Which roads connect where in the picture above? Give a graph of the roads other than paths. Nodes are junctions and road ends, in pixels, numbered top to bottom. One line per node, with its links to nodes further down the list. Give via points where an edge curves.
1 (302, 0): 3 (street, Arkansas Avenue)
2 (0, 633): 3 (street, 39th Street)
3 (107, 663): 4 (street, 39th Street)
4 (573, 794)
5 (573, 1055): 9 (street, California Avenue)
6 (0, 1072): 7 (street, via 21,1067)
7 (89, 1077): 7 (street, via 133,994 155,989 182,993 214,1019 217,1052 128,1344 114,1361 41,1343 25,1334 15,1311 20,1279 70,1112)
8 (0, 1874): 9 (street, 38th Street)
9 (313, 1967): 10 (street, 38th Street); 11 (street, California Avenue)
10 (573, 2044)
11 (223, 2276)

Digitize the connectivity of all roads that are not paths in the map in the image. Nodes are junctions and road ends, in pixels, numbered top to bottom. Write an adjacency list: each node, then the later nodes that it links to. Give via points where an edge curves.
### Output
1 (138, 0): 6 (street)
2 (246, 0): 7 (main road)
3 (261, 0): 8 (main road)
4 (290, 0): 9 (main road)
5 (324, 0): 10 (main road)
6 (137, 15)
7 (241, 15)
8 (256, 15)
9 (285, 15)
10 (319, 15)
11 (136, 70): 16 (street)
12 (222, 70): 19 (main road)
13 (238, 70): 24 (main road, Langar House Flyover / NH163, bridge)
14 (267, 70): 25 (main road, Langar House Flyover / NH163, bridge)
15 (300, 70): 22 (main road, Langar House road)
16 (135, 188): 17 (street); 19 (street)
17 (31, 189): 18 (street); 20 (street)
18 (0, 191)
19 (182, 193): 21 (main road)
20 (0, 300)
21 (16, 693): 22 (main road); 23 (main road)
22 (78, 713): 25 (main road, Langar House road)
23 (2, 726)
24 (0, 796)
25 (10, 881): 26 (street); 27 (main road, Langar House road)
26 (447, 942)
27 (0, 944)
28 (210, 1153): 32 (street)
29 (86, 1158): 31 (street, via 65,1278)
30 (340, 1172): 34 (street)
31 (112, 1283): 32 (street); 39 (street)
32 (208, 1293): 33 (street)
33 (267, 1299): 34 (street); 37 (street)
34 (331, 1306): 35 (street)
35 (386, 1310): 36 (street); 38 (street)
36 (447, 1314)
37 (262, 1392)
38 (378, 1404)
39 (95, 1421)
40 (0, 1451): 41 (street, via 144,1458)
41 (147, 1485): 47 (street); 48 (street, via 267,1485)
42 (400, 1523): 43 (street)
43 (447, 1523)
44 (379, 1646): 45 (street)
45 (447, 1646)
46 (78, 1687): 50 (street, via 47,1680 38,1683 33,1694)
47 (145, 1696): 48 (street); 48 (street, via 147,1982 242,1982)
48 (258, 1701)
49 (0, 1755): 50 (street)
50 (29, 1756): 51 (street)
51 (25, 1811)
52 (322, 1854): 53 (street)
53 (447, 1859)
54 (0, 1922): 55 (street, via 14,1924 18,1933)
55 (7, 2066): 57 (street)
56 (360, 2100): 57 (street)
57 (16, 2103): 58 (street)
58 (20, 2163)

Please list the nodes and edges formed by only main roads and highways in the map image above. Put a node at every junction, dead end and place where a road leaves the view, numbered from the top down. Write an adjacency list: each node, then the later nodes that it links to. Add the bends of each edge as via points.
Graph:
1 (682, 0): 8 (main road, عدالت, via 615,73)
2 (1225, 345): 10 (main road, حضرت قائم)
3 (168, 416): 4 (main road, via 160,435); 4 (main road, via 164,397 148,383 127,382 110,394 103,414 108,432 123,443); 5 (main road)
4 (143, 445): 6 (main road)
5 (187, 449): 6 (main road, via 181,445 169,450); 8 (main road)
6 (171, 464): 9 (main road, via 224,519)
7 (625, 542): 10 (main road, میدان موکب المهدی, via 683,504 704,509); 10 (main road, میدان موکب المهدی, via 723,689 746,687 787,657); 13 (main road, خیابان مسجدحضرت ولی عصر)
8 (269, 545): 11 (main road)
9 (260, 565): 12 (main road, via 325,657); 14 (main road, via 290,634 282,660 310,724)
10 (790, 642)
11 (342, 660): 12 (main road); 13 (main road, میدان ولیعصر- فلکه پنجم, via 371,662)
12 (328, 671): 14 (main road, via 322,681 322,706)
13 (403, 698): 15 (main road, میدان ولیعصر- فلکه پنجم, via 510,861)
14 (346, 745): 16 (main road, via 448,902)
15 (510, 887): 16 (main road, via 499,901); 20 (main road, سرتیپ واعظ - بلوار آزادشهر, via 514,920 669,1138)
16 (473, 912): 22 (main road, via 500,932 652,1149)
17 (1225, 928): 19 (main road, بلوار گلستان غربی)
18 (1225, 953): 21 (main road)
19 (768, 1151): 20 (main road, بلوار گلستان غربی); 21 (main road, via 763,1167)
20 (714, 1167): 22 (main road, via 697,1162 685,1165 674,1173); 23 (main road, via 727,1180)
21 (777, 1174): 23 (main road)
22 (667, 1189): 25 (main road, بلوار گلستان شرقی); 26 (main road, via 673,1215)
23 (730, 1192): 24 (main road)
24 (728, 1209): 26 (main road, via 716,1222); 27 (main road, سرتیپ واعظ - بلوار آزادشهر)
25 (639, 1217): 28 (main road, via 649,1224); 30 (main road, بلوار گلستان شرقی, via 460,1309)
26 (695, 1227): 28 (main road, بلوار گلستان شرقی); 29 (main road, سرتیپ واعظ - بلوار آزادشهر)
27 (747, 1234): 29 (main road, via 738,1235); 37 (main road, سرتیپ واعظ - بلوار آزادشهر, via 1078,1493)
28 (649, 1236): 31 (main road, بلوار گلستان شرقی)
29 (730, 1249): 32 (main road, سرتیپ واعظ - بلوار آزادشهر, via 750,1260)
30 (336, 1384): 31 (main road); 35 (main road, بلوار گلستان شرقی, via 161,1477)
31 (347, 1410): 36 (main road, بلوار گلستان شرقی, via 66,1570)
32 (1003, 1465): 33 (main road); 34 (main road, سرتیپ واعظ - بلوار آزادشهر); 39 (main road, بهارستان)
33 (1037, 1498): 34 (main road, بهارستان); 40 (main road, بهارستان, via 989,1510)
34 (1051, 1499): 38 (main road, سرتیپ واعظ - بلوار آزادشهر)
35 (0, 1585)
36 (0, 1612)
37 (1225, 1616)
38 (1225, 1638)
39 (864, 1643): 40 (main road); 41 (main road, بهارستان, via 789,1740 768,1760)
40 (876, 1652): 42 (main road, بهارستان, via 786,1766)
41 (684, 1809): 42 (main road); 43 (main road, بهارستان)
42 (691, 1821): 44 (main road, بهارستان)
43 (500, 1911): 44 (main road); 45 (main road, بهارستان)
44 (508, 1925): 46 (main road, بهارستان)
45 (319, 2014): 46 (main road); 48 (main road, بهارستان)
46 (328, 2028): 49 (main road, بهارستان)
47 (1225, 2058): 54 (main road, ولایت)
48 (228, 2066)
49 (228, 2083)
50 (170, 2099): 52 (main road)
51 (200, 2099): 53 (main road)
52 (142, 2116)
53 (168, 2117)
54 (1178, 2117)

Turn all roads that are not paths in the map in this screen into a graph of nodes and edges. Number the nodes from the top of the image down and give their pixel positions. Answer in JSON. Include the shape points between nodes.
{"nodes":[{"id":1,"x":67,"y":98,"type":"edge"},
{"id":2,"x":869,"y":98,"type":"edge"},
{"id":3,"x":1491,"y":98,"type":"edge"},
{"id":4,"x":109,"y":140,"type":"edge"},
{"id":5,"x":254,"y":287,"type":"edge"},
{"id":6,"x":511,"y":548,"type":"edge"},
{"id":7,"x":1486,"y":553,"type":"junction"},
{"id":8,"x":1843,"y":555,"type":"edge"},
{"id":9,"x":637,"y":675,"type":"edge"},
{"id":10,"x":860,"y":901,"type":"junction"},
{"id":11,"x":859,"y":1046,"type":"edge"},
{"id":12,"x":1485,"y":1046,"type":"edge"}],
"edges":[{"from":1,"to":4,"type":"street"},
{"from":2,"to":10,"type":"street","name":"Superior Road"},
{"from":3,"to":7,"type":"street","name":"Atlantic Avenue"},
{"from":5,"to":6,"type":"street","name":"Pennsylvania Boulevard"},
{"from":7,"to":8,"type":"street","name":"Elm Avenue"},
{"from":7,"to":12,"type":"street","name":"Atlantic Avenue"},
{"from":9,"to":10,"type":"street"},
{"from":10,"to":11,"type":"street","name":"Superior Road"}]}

***

What you should do
Search the entries for the word "then" and show every line that has it.

Solved problem
Digitize the connectivity of all roads that are not paths in the map in the image. Nodes are junctions and road ends, in pixels, numbered top to bottom. Write an adjacency list: each node, then the later nodes that it links to. Give via points where an edge curves.
Please list the nodes and edges formed by only main roads and highways in the map image above. Put a node at every junction, dead end and place where a road leaves the view, numbered from the top down. Write an adjacency list: each node, then the later nodes that it links to. Add the bends of each edge as via points.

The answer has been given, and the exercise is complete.